1. Die SPD: Das Absinken einer ehemaligen Volkspartei
Vielleicht mag manch einer noch nicht das Attribut „Volkspartei" aufgeben, immerhin hat die SPD noch 23 % der bundesweiten Zweitstimmen bei der Wahl vom Sonntag erzielt. Tatsache ist jedoch, dass dies das mit Abstand schlechteste SPD-Ergebnis bei einer Bundestagswahl ist. Tatsache ist auch, dass im Vergleich zum ebenfalls schon schlechten Ergebnis von vor vier Jahren ein Verlust von 11,2 Prozent-Punkten zu verzeichnen ist. Und Tatsache ist drittens, dass damit der lang anhaltende Abwärtstrend dieser Partei einen neuerlichen Tiefpunkt erreicht hat. Der Abstand zur FDP als drittstärkster Partei nach Union und SPD beträgt nicht einmal mehr 9 Prozent-Punkte, und es gibt mit der Linken und den Grünen zwei weitere Parteien mit einem Anteil von deutlich mehr als 10 Prozent.

Die SPD erreicht ihre traditionellen Wählerschichten nicht mehr, hat diese in der Mitte an Union, FDP und die "Partei der Nicht-Wähler", auf der linken Seite an die Linkspartei und die Grünen verloren.

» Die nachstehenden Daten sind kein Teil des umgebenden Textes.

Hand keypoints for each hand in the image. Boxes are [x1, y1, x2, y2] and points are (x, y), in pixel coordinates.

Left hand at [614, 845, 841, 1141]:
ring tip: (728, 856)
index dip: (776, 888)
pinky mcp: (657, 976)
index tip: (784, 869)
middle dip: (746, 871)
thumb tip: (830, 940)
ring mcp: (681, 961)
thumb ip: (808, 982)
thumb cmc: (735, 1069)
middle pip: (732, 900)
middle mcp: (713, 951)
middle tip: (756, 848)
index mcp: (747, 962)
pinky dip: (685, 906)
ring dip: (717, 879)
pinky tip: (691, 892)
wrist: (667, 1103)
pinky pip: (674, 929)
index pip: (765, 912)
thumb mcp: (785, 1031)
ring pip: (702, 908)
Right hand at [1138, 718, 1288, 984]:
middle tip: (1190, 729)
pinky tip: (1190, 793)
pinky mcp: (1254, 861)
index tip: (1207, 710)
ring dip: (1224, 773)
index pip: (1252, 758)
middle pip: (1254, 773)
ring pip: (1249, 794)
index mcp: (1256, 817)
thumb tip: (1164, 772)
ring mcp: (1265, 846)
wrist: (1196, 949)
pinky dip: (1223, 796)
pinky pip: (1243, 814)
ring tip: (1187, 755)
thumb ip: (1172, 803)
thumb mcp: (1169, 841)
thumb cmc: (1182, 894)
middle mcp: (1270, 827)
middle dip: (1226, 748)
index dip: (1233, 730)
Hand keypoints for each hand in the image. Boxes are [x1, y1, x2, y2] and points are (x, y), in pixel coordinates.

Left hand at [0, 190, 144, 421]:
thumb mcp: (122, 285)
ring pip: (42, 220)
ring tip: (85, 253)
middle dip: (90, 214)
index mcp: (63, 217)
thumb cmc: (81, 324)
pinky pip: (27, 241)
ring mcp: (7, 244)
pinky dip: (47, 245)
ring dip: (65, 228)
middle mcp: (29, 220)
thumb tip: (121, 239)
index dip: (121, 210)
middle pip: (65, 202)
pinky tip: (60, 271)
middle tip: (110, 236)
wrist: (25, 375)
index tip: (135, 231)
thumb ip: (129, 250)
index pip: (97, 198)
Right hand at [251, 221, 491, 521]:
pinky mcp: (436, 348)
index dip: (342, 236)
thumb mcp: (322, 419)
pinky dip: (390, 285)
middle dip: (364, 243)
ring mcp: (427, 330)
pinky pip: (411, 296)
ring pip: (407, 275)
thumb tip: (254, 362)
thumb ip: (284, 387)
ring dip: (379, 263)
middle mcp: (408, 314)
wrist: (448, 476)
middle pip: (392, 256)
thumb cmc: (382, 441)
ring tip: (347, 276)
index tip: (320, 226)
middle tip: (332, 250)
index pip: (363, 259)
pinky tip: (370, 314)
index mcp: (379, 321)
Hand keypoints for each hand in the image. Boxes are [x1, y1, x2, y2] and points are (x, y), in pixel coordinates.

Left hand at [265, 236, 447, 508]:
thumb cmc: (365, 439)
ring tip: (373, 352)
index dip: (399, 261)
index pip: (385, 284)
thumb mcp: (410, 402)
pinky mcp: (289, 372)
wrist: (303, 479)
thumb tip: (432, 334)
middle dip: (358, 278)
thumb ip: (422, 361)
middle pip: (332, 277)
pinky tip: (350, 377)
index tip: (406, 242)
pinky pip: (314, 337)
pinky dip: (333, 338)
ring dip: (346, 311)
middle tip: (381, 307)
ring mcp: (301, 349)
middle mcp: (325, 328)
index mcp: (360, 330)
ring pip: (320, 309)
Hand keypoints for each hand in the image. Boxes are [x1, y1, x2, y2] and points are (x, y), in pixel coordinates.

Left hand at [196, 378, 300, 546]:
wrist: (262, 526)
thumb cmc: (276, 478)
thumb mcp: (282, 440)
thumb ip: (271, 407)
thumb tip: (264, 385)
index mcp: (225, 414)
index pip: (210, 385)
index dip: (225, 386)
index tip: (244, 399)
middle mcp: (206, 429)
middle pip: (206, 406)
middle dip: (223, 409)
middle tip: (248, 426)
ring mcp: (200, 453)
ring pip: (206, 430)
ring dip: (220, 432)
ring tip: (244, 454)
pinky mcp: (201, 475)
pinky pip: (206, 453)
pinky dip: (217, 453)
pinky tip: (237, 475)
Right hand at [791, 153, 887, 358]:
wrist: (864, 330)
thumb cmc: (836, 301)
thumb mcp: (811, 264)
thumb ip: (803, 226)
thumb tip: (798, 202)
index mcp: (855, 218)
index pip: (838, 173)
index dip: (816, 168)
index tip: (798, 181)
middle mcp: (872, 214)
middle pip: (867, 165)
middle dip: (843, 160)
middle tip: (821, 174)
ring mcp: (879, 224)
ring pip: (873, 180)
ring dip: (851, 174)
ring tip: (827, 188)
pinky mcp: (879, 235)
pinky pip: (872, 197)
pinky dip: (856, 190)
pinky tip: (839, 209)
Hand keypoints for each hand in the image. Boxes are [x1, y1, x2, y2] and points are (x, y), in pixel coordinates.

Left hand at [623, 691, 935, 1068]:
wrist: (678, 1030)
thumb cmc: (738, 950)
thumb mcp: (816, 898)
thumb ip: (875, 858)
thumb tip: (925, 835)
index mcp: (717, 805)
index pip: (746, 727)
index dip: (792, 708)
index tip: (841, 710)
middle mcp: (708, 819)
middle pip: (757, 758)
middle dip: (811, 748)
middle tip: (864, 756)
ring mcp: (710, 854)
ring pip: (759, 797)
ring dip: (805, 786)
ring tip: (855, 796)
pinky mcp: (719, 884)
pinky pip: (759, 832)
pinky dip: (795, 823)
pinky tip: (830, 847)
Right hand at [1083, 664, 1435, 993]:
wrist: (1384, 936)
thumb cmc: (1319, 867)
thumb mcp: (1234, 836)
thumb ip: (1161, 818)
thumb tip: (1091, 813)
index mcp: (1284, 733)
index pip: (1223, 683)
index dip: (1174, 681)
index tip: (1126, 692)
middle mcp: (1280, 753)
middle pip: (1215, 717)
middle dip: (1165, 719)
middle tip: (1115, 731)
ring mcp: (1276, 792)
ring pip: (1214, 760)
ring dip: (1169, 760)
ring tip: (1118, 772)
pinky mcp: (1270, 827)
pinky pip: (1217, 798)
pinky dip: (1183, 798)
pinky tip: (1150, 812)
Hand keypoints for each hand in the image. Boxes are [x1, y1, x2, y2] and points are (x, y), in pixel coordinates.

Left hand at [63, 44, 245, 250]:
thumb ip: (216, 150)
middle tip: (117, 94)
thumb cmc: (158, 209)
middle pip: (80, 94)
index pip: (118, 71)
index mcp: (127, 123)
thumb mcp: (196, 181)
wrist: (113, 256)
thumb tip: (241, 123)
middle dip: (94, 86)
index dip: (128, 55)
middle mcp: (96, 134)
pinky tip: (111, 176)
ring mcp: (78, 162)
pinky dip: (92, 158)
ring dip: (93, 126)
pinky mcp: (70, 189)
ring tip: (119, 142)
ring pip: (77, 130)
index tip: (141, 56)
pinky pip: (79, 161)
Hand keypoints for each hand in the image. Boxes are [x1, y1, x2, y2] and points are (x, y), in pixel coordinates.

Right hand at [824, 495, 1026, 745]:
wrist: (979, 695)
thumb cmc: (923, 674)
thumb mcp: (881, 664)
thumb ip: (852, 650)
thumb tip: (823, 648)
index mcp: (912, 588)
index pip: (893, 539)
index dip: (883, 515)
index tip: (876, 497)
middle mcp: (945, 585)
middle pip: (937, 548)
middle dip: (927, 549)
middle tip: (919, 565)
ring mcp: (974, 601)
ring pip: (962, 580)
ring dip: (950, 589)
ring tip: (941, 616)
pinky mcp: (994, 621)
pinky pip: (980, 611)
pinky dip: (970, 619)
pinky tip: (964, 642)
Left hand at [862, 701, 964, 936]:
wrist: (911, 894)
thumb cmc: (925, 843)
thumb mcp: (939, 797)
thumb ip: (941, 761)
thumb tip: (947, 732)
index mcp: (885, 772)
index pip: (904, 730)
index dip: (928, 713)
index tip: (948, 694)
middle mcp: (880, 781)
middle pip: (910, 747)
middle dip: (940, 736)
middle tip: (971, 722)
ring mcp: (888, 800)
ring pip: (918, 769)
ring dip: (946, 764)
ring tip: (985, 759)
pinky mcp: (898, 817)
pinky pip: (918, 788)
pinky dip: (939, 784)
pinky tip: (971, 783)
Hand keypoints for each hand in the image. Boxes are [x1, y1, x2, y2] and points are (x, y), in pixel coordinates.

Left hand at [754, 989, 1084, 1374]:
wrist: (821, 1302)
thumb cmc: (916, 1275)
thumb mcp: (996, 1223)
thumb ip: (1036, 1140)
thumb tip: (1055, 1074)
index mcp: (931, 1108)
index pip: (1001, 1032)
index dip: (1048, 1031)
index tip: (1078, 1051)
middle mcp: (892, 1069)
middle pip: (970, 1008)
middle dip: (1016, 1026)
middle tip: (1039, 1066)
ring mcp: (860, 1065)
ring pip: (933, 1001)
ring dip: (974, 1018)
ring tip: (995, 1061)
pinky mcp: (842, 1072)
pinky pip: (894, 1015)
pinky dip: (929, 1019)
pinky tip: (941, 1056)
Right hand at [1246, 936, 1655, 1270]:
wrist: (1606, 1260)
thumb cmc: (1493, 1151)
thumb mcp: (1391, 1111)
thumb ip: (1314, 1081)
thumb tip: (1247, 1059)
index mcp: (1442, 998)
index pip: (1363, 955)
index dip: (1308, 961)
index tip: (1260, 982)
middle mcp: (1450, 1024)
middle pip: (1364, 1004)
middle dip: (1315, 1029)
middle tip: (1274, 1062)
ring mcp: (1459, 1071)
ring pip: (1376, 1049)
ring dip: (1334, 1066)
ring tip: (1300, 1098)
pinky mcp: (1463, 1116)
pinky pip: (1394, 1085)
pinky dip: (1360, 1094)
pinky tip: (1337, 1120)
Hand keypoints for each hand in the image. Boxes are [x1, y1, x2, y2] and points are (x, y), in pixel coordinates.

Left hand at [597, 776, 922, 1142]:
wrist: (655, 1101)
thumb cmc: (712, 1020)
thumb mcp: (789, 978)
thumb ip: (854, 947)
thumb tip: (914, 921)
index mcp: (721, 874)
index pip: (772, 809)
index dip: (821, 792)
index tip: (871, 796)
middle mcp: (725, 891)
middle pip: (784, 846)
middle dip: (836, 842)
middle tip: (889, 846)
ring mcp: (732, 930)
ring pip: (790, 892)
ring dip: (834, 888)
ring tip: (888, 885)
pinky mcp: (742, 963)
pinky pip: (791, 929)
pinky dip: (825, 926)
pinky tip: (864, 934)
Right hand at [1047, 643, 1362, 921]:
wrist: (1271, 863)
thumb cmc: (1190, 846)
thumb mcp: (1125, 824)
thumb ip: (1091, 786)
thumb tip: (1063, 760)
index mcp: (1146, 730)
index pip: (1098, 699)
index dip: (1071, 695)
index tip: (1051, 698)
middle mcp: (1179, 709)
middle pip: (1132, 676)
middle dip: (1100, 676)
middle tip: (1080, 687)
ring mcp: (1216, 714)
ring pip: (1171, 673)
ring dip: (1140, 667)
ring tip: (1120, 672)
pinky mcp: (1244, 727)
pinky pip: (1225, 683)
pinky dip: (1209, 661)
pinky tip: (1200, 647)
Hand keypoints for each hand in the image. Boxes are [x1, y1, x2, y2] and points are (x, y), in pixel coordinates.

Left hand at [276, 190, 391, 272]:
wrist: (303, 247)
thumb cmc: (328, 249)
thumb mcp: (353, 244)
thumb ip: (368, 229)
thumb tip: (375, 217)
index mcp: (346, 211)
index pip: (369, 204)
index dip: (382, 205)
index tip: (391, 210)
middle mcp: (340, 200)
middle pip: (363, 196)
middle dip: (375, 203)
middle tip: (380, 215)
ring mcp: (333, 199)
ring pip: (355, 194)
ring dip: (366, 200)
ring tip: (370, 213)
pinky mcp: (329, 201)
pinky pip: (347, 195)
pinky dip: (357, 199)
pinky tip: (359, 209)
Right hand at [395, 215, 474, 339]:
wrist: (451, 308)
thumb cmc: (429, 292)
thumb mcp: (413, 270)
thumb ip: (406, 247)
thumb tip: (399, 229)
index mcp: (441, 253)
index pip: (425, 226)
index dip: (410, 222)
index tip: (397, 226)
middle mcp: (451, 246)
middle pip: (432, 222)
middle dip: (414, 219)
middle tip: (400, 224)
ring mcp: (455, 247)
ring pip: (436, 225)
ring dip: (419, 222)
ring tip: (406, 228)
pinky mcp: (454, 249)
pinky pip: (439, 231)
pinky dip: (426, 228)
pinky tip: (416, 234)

Ob dies durch eine personelle Verjüngung und Neubesetzung alleine aufgefangen werden kann, scheint mehr als zweifelhaft. Bereits jetzt wird von Partei-Linken wie Klaus Wowereit laut und öffentlich der Wegfall des Tabus „auf Bundesebene nicht mit den Linken" gefordert. Es ist zu erwarten, dass auch programmatisch eine Orientierung nach links folgen wird. Doch ob damit der Abwärtstrend tatsächlich gestoppt und der Weglauf der Wähler zu einer Wähler-Rückgewinnung gedreht werden kann, wird sich erst zeigen müssen.


2. FDP, Bündnis 90/ Die Grünen: Erstarken der „Kleinen"
Das Erstarken der so genannten Kleinen, die bisher bereits im Bundestag vertreten waren, zeigt dreierlei:

Die Volksparteien haben ihre Integrationskraft eingebüßt, die Wählerinnen und Wähler wählen nicht mehr nur die „Großen".

Sie wählen taktisch. Das hat das Stimmen-Splitting zugunsten der FDP gezeigt, die bei den Zweitstimmen mit 14,6 % auf Bundesebene das historisch beste Ergebnis seit Bestehen der Bundesrepublik erzielt hat. Ein Vergleich der Erst- und Zeitstimmenanteile bei der Union bestätigt dieses Verhalten: Sie erzielte bundesweit bei den Erststimmen 39,4 %, bei den Zweitstimmen nur 33,8 %.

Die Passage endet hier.